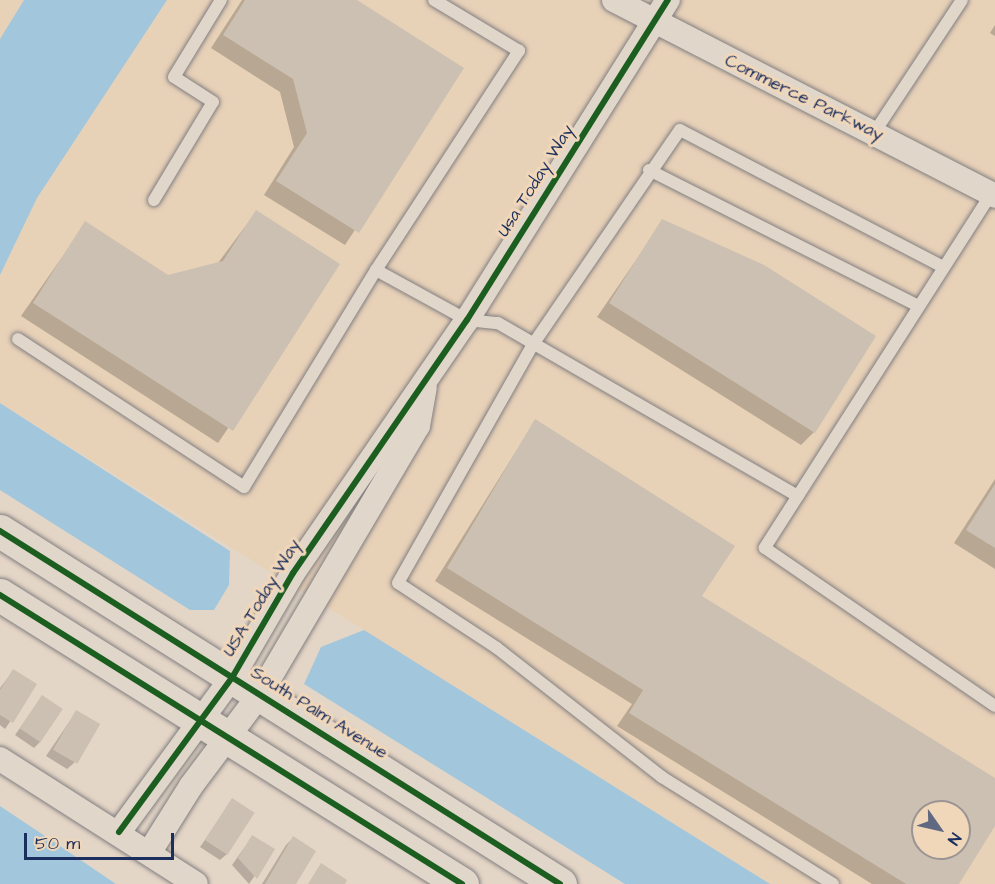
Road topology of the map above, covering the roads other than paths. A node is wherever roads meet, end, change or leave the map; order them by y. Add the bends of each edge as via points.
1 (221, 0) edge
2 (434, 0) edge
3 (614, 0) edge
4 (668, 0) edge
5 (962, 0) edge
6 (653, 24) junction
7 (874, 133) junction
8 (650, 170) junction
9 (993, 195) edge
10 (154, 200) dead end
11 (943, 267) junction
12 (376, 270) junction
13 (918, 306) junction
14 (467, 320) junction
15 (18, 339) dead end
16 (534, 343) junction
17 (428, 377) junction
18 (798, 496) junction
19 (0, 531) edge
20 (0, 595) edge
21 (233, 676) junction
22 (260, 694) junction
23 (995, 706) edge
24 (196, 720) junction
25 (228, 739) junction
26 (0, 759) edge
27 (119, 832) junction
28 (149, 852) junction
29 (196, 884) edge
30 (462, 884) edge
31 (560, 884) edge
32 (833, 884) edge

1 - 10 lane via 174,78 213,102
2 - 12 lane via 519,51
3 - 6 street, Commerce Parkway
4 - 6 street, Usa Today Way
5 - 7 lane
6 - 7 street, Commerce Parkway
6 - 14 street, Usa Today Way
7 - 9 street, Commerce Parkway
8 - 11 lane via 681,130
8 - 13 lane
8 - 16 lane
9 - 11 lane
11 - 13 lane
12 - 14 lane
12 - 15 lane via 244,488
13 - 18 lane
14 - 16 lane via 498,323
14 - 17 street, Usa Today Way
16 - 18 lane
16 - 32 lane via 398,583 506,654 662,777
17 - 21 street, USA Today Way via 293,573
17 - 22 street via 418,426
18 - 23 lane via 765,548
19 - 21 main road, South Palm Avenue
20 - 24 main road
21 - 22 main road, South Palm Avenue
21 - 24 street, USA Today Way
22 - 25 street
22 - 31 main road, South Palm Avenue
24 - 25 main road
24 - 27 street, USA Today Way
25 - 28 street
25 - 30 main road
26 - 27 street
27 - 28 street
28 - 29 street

-----

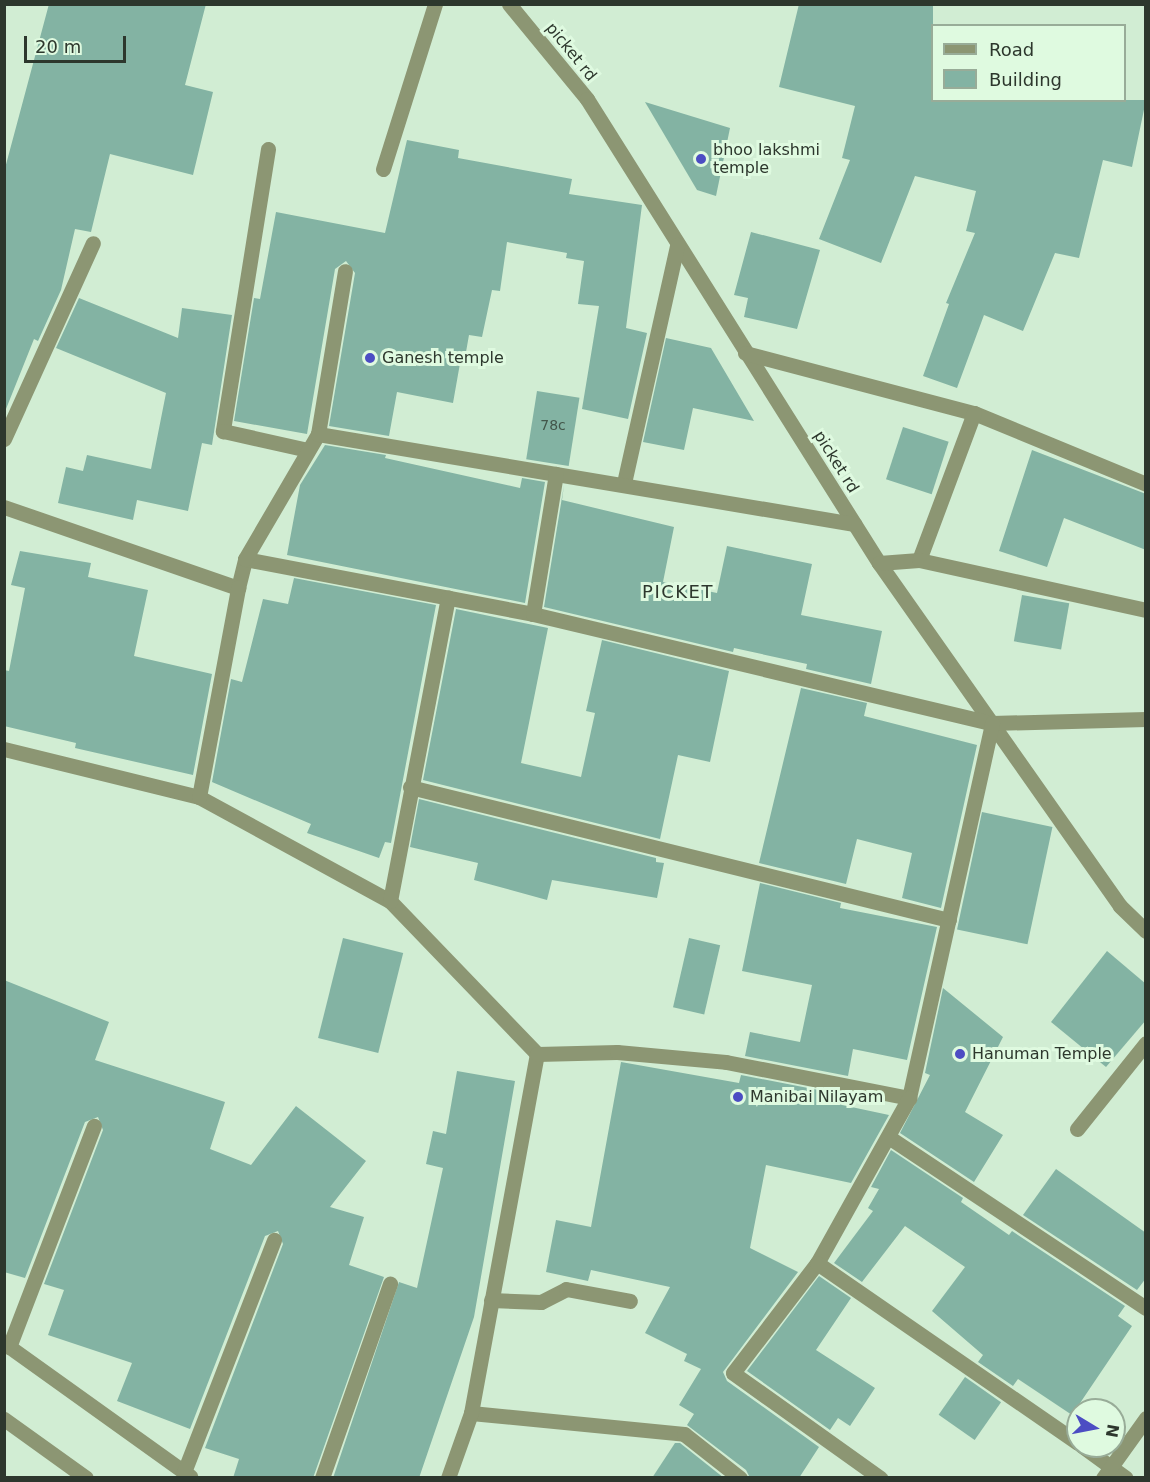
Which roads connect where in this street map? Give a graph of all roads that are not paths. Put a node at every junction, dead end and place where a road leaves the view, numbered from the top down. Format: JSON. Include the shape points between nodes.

-----

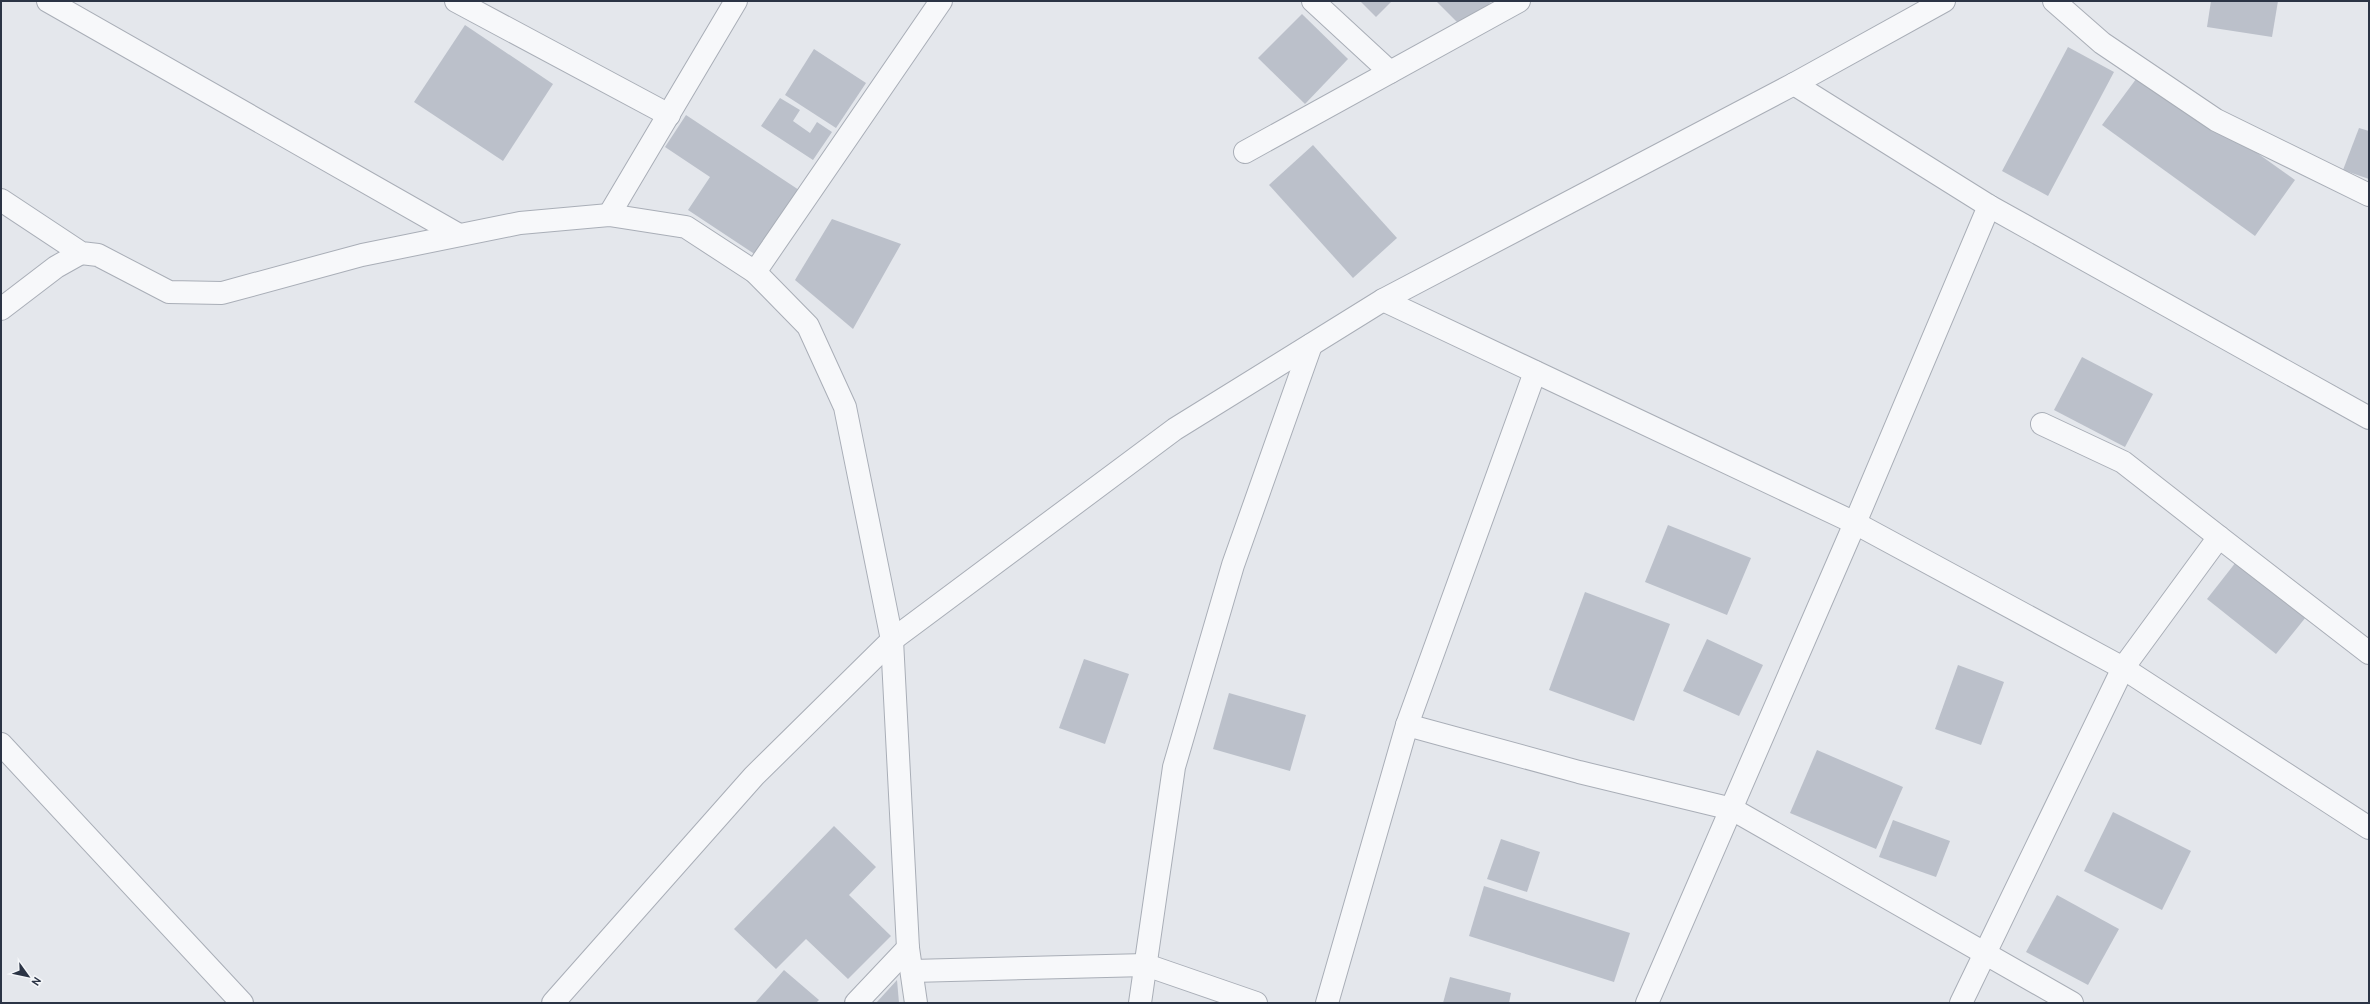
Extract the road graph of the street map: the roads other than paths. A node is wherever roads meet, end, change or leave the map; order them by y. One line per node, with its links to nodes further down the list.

-----

◆ Exercise details ◆
Show the lines of the listing above with "down".

◆ Output of the task ◆
Which roads connect where in this street map? Give a graph of all roads that are not paths. Put a node at every junction, dead end and place where a road leaves the view, numbered from the top down. Format: JSON. Include the shape points between nodes.
Extract the road graph of the street map: the roads other than paths. A node is wherever roads meet, end, change or leave the map; order them by y. One line per node, with its links to nodes further down the list.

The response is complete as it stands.